> I have a question about using the thin-plate spline radial basis
> that is, phi(r) = r^2*log(r), for interpolating a surface.
> Is it necessary to normalise the coordinates (x,y) so that they lie on a
> unit square before doing interpolation?
> If so, why?
Normalization is important for numerical robustness. The method requires
inverting an NxN matrix (N is number of data points), a process that can
have numerical problems when the x and y values are large. BUT the
thin-plate spline algorithm is not invariant to general affine
transformations.
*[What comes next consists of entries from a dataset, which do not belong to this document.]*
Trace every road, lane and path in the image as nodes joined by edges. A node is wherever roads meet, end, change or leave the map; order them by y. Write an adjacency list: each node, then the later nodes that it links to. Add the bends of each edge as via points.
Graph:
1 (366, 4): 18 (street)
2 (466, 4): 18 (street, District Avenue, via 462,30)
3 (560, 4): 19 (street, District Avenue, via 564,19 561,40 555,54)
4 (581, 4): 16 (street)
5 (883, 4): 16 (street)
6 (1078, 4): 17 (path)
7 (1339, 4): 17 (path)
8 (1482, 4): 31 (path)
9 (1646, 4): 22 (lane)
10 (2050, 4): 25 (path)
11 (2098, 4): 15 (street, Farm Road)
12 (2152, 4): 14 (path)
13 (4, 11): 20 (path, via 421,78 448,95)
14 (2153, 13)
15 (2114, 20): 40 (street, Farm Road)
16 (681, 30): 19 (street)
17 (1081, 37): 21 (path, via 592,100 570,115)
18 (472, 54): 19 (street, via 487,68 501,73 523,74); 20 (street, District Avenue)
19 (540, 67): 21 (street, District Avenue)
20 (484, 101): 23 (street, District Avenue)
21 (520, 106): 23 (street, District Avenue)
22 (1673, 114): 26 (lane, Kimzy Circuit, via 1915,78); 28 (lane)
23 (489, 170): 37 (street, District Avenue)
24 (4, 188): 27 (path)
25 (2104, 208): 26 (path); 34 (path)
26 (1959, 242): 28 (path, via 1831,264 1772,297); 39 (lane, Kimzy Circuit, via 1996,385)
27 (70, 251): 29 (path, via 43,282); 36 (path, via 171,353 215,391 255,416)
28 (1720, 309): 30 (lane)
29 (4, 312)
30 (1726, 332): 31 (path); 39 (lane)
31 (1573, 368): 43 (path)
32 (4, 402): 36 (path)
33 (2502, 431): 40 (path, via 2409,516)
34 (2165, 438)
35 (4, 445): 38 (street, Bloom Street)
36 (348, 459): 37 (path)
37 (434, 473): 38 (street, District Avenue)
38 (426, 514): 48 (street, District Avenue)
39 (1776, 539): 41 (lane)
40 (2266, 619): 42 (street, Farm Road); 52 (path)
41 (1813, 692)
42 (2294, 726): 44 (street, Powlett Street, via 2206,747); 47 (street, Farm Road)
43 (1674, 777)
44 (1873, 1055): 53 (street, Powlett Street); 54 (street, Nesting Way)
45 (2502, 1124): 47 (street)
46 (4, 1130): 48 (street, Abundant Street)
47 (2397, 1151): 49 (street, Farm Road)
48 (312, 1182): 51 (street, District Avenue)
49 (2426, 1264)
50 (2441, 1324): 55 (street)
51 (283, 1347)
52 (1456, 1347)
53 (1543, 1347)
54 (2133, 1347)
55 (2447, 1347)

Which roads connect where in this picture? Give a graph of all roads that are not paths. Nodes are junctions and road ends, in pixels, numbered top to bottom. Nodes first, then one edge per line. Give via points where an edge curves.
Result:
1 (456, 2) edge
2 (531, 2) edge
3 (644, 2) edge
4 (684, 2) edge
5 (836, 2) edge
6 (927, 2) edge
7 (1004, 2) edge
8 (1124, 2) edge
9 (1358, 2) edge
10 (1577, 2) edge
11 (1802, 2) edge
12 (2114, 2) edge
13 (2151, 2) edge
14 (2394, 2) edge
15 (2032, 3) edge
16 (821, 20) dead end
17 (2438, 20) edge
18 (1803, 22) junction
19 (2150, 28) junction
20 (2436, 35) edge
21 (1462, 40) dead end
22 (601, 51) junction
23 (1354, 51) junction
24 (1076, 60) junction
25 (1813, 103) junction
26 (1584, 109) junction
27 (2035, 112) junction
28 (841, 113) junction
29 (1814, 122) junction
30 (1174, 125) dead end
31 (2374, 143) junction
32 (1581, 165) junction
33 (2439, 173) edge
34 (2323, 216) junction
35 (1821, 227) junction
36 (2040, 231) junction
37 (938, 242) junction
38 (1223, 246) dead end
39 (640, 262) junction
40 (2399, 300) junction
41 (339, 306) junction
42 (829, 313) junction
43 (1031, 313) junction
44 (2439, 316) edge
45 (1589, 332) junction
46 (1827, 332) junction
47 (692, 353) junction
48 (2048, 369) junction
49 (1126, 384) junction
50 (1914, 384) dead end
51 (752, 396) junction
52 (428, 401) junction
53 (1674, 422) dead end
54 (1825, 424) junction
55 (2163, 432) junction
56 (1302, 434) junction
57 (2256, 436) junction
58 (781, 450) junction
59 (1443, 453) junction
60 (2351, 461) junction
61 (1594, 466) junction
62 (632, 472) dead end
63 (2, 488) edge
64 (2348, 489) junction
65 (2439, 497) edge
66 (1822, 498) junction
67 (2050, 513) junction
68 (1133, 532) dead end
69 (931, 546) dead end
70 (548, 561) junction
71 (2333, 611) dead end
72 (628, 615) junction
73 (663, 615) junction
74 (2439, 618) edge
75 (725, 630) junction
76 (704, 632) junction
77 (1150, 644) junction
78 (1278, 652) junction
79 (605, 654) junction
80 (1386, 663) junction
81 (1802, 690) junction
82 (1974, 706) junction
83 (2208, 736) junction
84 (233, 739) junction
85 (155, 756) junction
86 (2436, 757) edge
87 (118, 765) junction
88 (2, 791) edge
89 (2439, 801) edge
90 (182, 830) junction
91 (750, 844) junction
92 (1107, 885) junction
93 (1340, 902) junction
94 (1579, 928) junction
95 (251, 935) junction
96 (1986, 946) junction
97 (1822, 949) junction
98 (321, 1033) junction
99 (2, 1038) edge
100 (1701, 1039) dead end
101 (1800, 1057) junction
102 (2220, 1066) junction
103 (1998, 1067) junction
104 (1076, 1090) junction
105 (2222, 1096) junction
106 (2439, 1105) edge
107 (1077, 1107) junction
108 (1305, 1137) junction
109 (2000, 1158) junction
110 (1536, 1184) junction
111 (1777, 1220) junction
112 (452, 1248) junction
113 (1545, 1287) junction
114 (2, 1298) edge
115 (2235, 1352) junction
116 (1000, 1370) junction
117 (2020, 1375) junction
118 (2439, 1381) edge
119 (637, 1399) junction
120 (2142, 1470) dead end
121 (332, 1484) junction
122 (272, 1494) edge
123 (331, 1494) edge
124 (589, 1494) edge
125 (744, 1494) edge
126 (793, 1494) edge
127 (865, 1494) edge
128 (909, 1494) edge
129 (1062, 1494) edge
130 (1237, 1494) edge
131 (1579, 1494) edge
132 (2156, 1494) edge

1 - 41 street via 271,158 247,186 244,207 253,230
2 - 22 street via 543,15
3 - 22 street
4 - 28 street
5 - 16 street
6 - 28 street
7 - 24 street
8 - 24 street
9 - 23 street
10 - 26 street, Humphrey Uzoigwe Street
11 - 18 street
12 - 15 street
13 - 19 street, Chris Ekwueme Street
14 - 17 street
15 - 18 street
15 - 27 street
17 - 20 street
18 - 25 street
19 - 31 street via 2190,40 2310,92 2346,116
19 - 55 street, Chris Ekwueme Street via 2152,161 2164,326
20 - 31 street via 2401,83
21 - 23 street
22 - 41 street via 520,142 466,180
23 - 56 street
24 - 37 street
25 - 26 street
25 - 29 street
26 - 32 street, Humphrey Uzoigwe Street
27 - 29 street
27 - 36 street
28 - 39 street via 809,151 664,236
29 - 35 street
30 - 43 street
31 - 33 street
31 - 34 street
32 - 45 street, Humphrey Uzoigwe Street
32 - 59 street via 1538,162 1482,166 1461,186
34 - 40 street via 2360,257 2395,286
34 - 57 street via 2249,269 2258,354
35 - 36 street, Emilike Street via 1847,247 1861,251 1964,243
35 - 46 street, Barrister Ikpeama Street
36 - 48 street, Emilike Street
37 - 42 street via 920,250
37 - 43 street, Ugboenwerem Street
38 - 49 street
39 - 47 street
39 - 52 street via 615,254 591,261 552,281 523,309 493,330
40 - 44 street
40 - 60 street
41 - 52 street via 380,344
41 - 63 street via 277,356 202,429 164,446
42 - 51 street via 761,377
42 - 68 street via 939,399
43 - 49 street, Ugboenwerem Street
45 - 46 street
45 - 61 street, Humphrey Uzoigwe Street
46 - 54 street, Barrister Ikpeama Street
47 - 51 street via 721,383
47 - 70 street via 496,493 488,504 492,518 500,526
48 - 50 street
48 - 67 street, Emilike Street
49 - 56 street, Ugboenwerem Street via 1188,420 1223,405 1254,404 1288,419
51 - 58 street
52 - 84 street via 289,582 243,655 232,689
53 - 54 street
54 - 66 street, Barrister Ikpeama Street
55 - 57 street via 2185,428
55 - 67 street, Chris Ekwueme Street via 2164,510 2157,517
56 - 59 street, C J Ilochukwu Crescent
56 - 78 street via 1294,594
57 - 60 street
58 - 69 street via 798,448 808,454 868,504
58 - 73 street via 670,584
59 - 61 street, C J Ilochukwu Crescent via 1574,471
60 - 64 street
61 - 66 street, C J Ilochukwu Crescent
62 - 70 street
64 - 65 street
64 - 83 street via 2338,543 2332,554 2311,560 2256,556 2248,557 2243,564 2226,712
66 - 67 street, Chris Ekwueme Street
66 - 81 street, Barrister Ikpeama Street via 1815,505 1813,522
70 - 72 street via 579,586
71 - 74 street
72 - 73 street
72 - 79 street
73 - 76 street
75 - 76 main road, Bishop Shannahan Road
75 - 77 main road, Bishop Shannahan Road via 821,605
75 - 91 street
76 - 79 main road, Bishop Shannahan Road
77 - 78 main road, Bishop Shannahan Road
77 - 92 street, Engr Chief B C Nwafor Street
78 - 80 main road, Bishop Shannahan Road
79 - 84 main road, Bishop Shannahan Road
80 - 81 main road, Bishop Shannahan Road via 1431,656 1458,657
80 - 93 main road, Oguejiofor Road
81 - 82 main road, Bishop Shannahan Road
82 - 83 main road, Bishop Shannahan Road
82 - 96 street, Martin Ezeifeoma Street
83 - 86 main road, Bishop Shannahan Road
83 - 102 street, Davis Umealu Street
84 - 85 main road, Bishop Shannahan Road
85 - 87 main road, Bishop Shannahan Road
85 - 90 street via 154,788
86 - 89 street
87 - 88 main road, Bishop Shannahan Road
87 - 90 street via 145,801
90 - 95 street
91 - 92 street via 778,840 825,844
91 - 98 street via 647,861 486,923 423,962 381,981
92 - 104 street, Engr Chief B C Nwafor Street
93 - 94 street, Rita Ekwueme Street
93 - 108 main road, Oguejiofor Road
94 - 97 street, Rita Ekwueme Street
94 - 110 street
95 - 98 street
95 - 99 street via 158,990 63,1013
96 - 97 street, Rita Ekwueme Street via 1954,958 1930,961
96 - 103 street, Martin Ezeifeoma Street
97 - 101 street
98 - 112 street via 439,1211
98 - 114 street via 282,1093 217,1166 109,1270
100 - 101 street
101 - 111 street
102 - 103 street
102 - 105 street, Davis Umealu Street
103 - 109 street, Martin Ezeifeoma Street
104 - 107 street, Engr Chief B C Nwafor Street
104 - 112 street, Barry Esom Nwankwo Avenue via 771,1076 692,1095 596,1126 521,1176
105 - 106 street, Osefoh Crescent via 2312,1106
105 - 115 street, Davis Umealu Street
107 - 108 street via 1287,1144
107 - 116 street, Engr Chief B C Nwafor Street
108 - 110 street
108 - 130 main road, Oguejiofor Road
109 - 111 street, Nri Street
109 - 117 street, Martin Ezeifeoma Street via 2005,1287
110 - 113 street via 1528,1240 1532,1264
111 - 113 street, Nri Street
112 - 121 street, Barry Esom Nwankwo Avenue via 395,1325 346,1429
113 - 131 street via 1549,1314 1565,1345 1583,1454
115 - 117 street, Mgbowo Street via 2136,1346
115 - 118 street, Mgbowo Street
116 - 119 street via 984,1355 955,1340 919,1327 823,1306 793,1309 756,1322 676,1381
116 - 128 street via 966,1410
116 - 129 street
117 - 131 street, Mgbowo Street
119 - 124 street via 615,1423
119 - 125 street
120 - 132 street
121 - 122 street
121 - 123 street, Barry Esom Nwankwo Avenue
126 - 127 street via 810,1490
The function you get by normalizing coordinates first is
not technically the function that minimizes the bending energy integral.
This is not an issue if you are simply trying to find an approximating
function for an arbitrary set of data points without having to triangulate
the (x,y) values. It may be an issue for applications that depend on the
approximating function to really be the minimizing function (statisticians
care about this for problems in spatial statistics).
The thin-plate spline algorithm is invariant under translations, so
translating the (x,y) by the average of the points is fine. You can then
apply a *uniform scale* to the data to force the axis-aligned bounding box
of the original data to fit inside the unit square. But you also want to
scale the sample values f(x,y) by the same uniform scale. That is, you can
scale (x,y,f) to (c*x,c*y,c*f).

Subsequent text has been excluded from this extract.